* Exercise requirements *
A faithful, word-for-word copy of the data below is required, without pictures.

* Images with localized body landmarks *

================

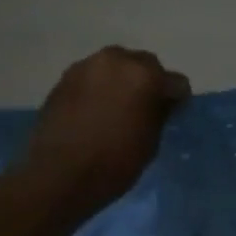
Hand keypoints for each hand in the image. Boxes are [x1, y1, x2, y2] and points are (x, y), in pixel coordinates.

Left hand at [22, 47, 190, 207]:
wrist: (58, 174)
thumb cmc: (114, 162)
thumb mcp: (151, 141)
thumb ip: (160, 113)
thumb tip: (162, 102)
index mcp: (145, 75)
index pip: (176, 82)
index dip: (177, 99)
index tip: (173, 115)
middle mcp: (116, 60)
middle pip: (144, 64)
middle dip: (149, 82)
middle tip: (146, 108)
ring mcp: (87, 66)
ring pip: (116, 67)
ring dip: (122, 82)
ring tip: (118, 108)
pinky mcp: (64, 78)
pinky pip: (93, 76)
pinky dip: (100, 88)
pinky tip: (96, 111)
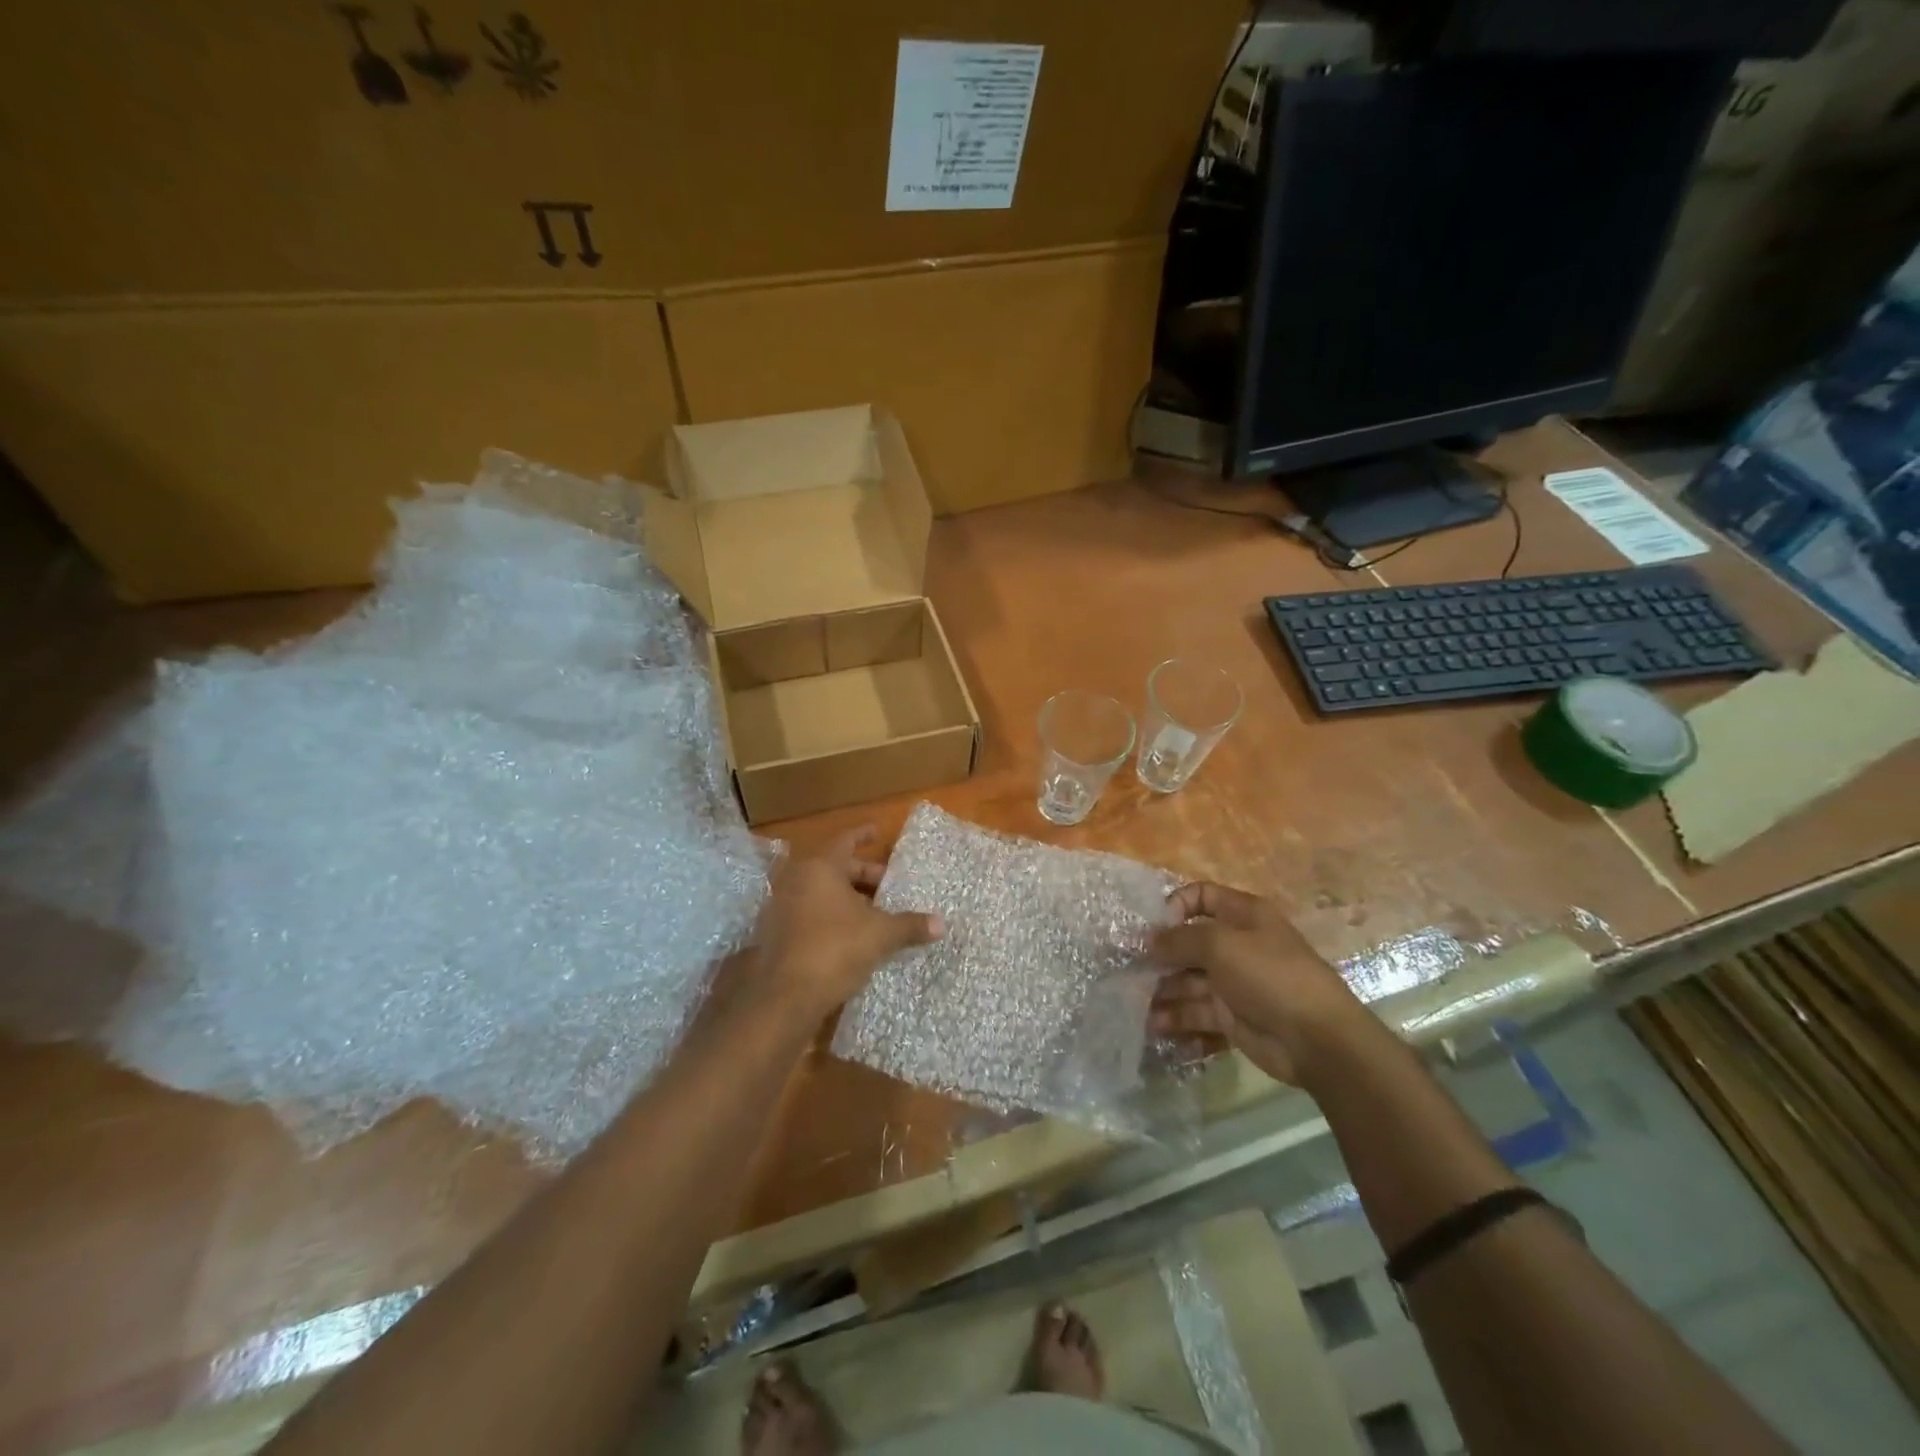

================

* Output for this task *
Hand keypoints for each hand in the image. Boxes are [x1, y1, x2, y2] and points are (x, y), in pixel coordinates.

Left hand at [22, 47, 190, 207]:
wrist: (58, 174)
thumb cmc: (114, 162)
thumb mcp: (151, 141)
thumb ip: (160, 113)
thumb tip: (162, 102)
index mcp: (145, 75)
index pip: (176, 82)
index dip: (177, 99)
index tip: (173, 115)
middle mcp: (116, 60)
middle pip: (144, 64)
middle dip: (149, 82)
middle tip: (146, 108)
ring mcp: (87, 66)
ring pip: (116, 67)
ring dip: (122, 82)
ring tip: (118, 108)
pinky mcp: (64, 78)
pinky pip: (93, 76)
pinky dip: (100, 88)
pinky tip: (96, 111)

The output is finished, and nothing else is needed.